- _Work request_
Please copy each line of the data that includes the string "roads".

- _Input_

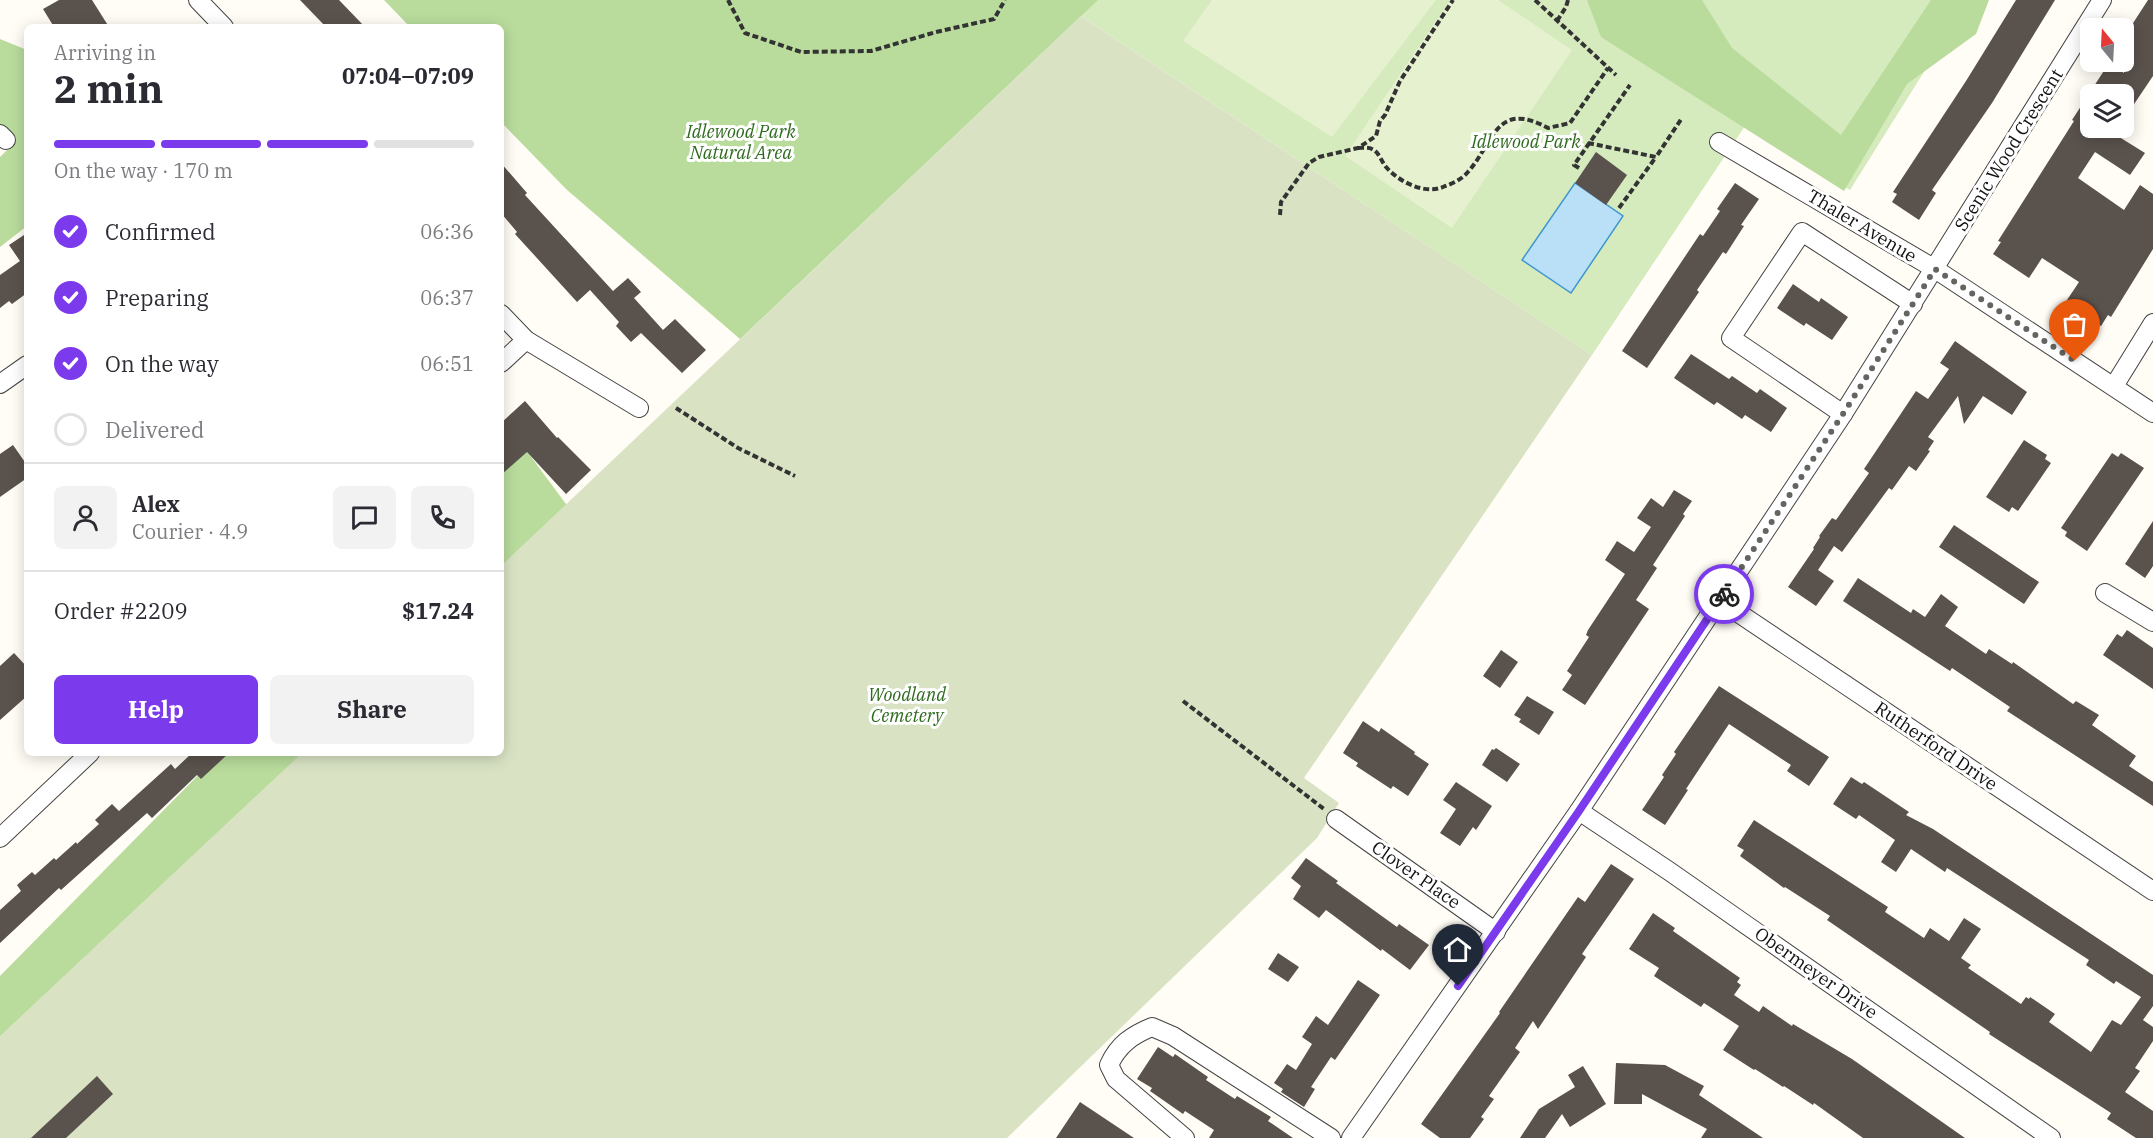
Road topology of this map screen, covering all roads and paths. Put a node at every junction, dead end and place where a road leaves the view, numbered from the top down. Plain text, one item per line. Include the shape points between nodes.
1 (198, 0) edge
2 (728, 0) edge
3 (1005, 0) edge
4 (1453, 0) edge
5 (1535, 0) edge
6 (1568, 0) edge
7 (2103, 0) edge
8 (1557, 21) junction
9 (221, 24) edge
10 (1608, 68) junction
11 (1616, 75) dead end
12 (1630, 85) dead end
13 (1682, 118) dead end
14 (1719, 142) dead end
15 (1588, 143) junction
16 (1358, 148) junction
17 (1656, 157) junction
18 (1579, 168) dead end
19 (1619, 208) dead end
20 (1280, 215) dead end
21 (1935, 269) junction
22 (1913, 304) junction
23 (504, 317) edge
24 (2153, 323) edge
25 (526, 340) junction
26 (504, 360) edge
27 (24, 367) edge
28 (0, 384) edge
29 (2114, 386) junction
30 (639, 408) dead end
31 (676, 408) dead end
32 (2153, 413) edge
33 (1843, 414) junction
34 (795, 476) dead end
35 (2104, 593) dead end
36 (1719, 600) junction
37 (2153, 622) edge
38 (1183, 701) dead end
39 (87, 756) edge
40 (1579, 811) junction
41 (1336, 819) joint
42 (0, 838) edge
43 (2153, 891) edge
44 (1496, 932) junction
45 (1185, 1138) edge
46 (1331, 1138) edge
47 (1352, 1138) edge
48 (2051, 1138) edge

1 - 9 street
2 - 3 path via 745,33 801,52 871,51 994,19
4 - 16 path via 1400,81 1376,136
5 - 8 path
6 - 8 path
7 - 21 street, Scenic Wood Crescent
8 - 10 path
10 - 11 path
10 - 16 path via 1570,123 1548,128 1532,119 1510,119 1495,130 1466,175 1440,189 1399,180 1376,152
12 - 15 path
13 - 17 path
14 - 21 street, Thaler Avenue
15 - 17 path
15 - 18 path via 1574,165
16 - 20 path via 1309,163 1281,202
17 - 19 path
21 - 22 street, Scenic Wood Crescent
21 - 29 street, Thaler Avenue
22 - 33 street, Scenic Wood Crescent
22 - 33 street via 1802,232 1731,338
23 - 25 street
24 - 29 street
25 - 26 street
25 - 30 street
27 - 28 street
29 - 32 street, Thaler Avenue
31 - 34 path via 738,448
33 - 36 street, Scenic Wood Crescent
35 - 37 street
36 - 40 street, Scenic Wood Crescent
36 - 43 street, Rutherford Drive
38 - 41 path
39 - 42 street
40 - 44 street, Scenic Wood Crescent
40 - 48 street, Obermeyer Drive
41 - 44 street, Clover Place
44 - 47 street, Scenic Wood Crescent
45 - 46 street via 1116,1079 1109,1065 1117,1048 1152,1027 1173,1036

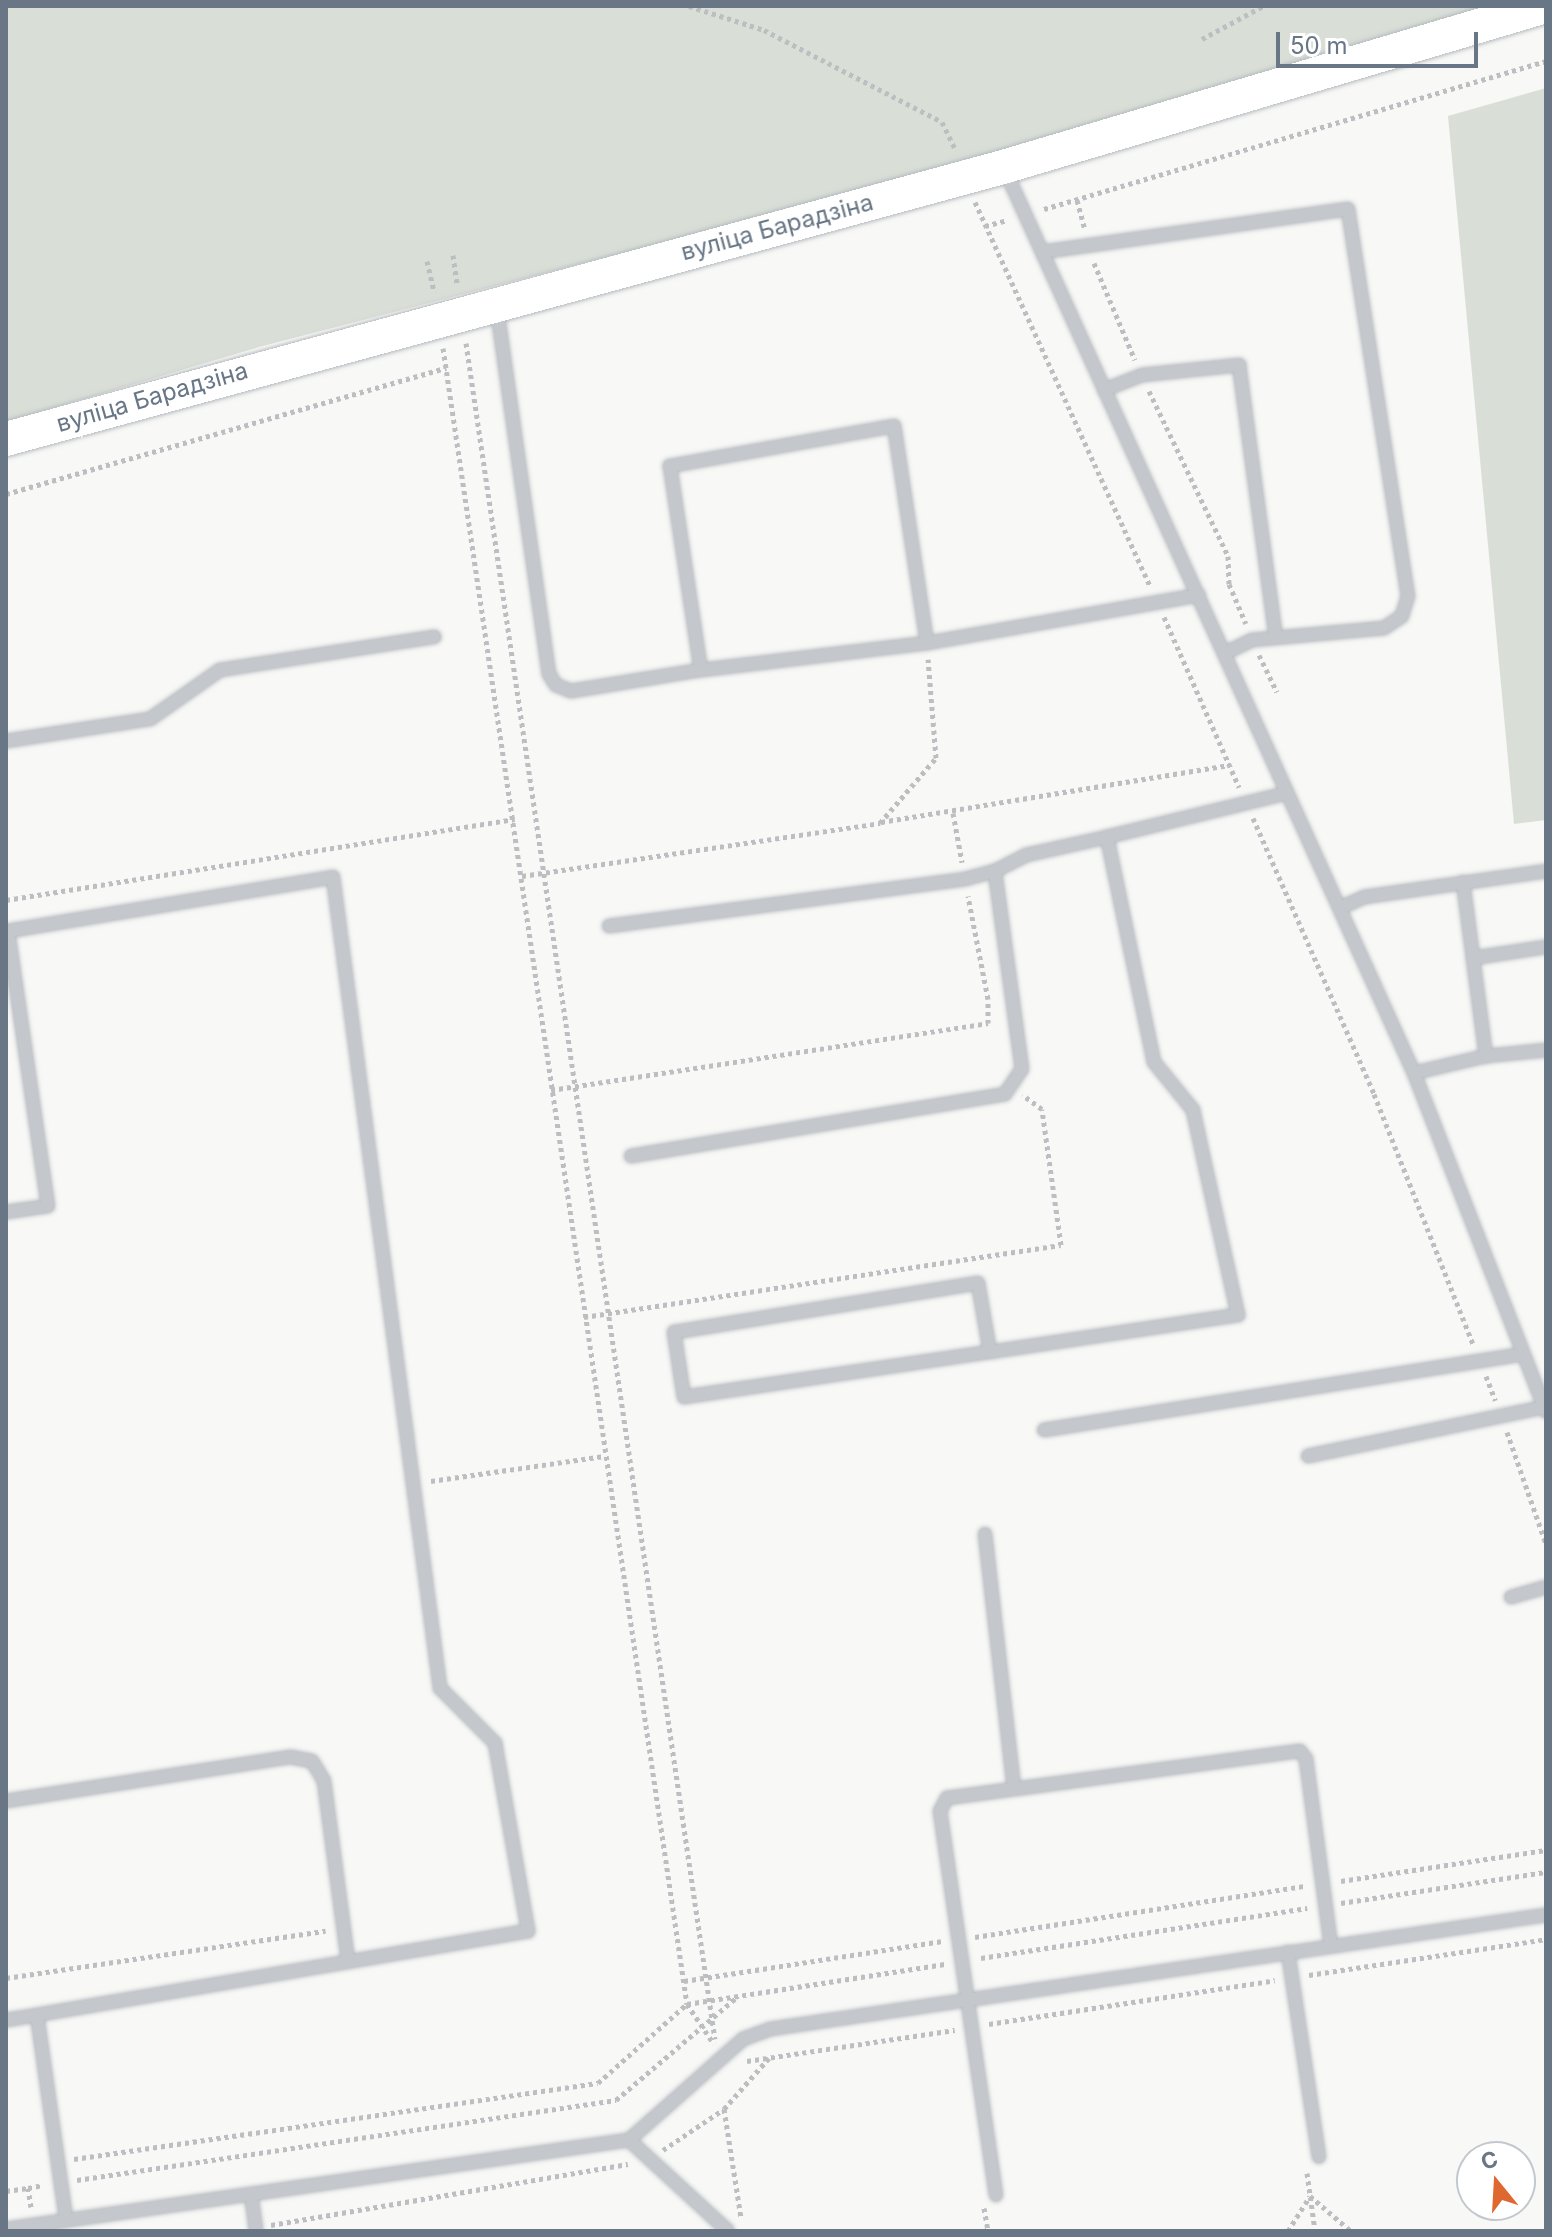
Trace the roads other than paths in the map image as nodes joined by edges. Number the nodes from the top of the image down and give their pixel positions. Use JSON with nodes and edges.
{"nodes":[{"id":1,"x":1546,"y":6,"type":"edge"},
{"id":2,"x":1003,"y":167,"type":"junction"},
{"id":3,"x":1042,"y":252,"type":"junction"},
{"id":4,"x":496,"y":302,"type":"junction"},
{"id":5,"x":1104,"y":390,"type":"junction"},
{"id":6,"x":6,"y":439,"type":"edge"},
{"id":7,"x":1199,"y":595,"type":"junction"},
{"id":8,"x":434,"y":637,"type":"dead end"},
{"id":9,"x":1276,"y":638,"type":"junction"},
{"id":10,"x":927,"y":643,"type":"junction"},
{"id":11,"x":1225,"y":653,"type":"junction"},
{"id":12,"x":701,"y":670,"type":"junction"},
{"id":13,"x":6,"y":741,"type":"edge"},
{"id":14,"x":1287,"y":793,"type":"junction"},
{"id":15,"x":1107,"y":837,"type":"junction"},
{"id":16,"x":995,"y":871,"type":"junction"},
{"id":17,"x":1546,"y":871,"type":"edge"},
{"id":18,"x":1463,"y":882,"type":"junction"},
{"id":19,"x":1342,"y":907,"type":"junction"},
{"id":20,"x":609,"y":926,"type":"dead end"},
{"id":21,"x":1546,"y":947,"type":"edge"},
{"id":22,"x":1473,"y":958,"type":"junction"},
{"id":23,"x":1546,"y":1050,"type":"edge"},
{"id":24,"x":1486,"y":1056,"type":"junction"},
{"id":25,"x":1414,"y":1073,"type":"junction"},
{"id":26,"x":631,"y":1156,"type":"dead end"},
{"id":27,"x":6,"y":1212,"type":"edge"},
{"id":28,"x":990,"y":1352,"type":"junction"},
{"id":29,"x":1522,"y":1354,"type":"junction"},
{"id":30,"x":1545,"y":1409,"type":"edge"},
{"id":31,"x":1044,"y":1430,"type":"dead end"},
{"id":32,"x":1308,"y":1456,"type":"dead end"},
{"id":33,"x":985,"y":1534,"type":"dead end"},
{"id":34,"x":1546,"y":1587,"type":"edge"},
{"id":35,"x":1511,"y":1597,"type":"dead end"},
{"id":36,"x":1014,"y":1787,"type":"junction"},
{"id":37,"x":6,"y":1801,"type":"edge"},
{"id":38,"x":1546,"y":1915,"type":"edge"},
{"id":39,"x":1331,"y":1946,"type":"junction"},
{"id":40,"x":1288,"y":1952,"type":"junction"},
{"id":41,"x":348,"y":1961,"type":"junction"},
{"id":42,"x":967,"y":1999,"type":"junction"},
{"id":43,"x":37,"y":2015,"type":"junction"},
{"id":44,"x":6,"y":2020,"type":"edge"},
{"id":45,"x":629,"y":2140,"type":"junction"},
{"id":46,"x":1319,"y":2157,"type":"dead end"},
{"id":47,"x":251,"y":2194,"type":"junction"},
{"id":48,"x":996,"y":2195,"type":"dead end"},
{"id":49,"x":66,"y":2220,"type":"junction"},
{"id":50,"x":6,"y":2229,"type":"edge"},
{"id":51,"x":256,"y":2230,"type":"edge"},
{"id":52,"x":728,"y":2231,"type":"edge"}],
"edges":[{"from":1,"to":2,"type":"street","name":"вуліца Барадзіна"},
{"from":2,"to":3,"type":"lane"},
{"from":2,"to":4,"type":"street","name":"вуліца Барадзіна"},
{"from":3,"to":5,"type":"lane"},
{"from":3,"to":9,"type":"lane"},
{"from":4,"to":6,"type":"street","name":"вуліца Барадзіна"},
{"from":4,"to":12,"type":"lane"},
{"from":5,"to":7,"type":"lane"},
{"from":5,"to":9,"type":"lane"},
{"from":7,"to":10,"type":"lane"},
{"from":7,"to":11,"type":"lane"},
{"from":8,"to":13,"type":"lane"},
{"from":9,"to":11,"type":"lane"},
{"from":10,"to":12,"type":"lane"},
{"from":10,"to":12,"type":"lane"},
{"from":11,"to":14,"type":"lane"},
{"from":14,"to":15,"type":"lane"},
{"from":14,"to":19,"type":"lane"},
{"from":15,"to":16,"type":"lane"},
{"from":15,"to":28,"type":"lane"},
{"from":16,"to":20,"type":"lane"},
{"from":16,"to":26,"type":"lane"},
{"from":17,"to":18,"type":"lane"},
{"from":18,"to":19,"type":"lane"},
{"from":18,"to":22,"type":"lane"},
{"from":19,"to":25,"type":"lane"},
{"from":21,"to":22,"type":"lane"},
{"from":22,"to":24,"type":"lane"},
{"from":23,"to":24,"type":"lane"},
{"from":24,"to":25,"type":"lane"},
{"from":25,"to":29,"type":"lane"},
{"from":27,"to":41,"type":"lane"},
{"from":28,"to":28,"type":"lane"},
{"from":29,"to":30,"type":"lane"},
{"from":29,"to":31,"type":"lane"},
{"from":30,"to":32,"type":"lane"},
{"from":33,"to":36,"type":"lane"},
{"from":34,"to":35,"type":"lane"},
{"from":36,"to":39,"type":"lane"},
{"from":36,"to":42,"type":"lane"},
{"from":37,"to":41,"type":"lane"},
{"from":38,"to":39,"type":"lane"},
{"from":39,"to":40,"type":"lane"},
{"from":40,"to":42,"type":"lane"},
{"from":40,"to":46,"type":"lane"},
{"from":41,"to":43,"type":"lane"},
{"from":42,"to":45,"type":"lane"},
{"from":42,"to":48,"type":"lane"},
{"from":43,"to":44,"type":"lane"},
{"from":43,"to":49,"type":"lane"},
{"from":45,"to":47,"type":"lane"},
{"from":45,"to":52,"type":"lane"},
{"from":47,"to":49,"type":"lane"},
{"from":47,"to":51,"type":"lane"},
{"from":49,"to":50,"type":"lane"}]}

- _Answer box_
Road topology of this map screen, covering all roads and paths. Put a node at every junction, dead end and place where a road leaves the view, numbered from the top down. Plain text, one item per line. Include the shape points between nodes.
Trace the roads other than paths in the map image as nodes joined by edges. Number the nodes from the top of the image down and give their pixel positions. Use JSON with nodes and edges.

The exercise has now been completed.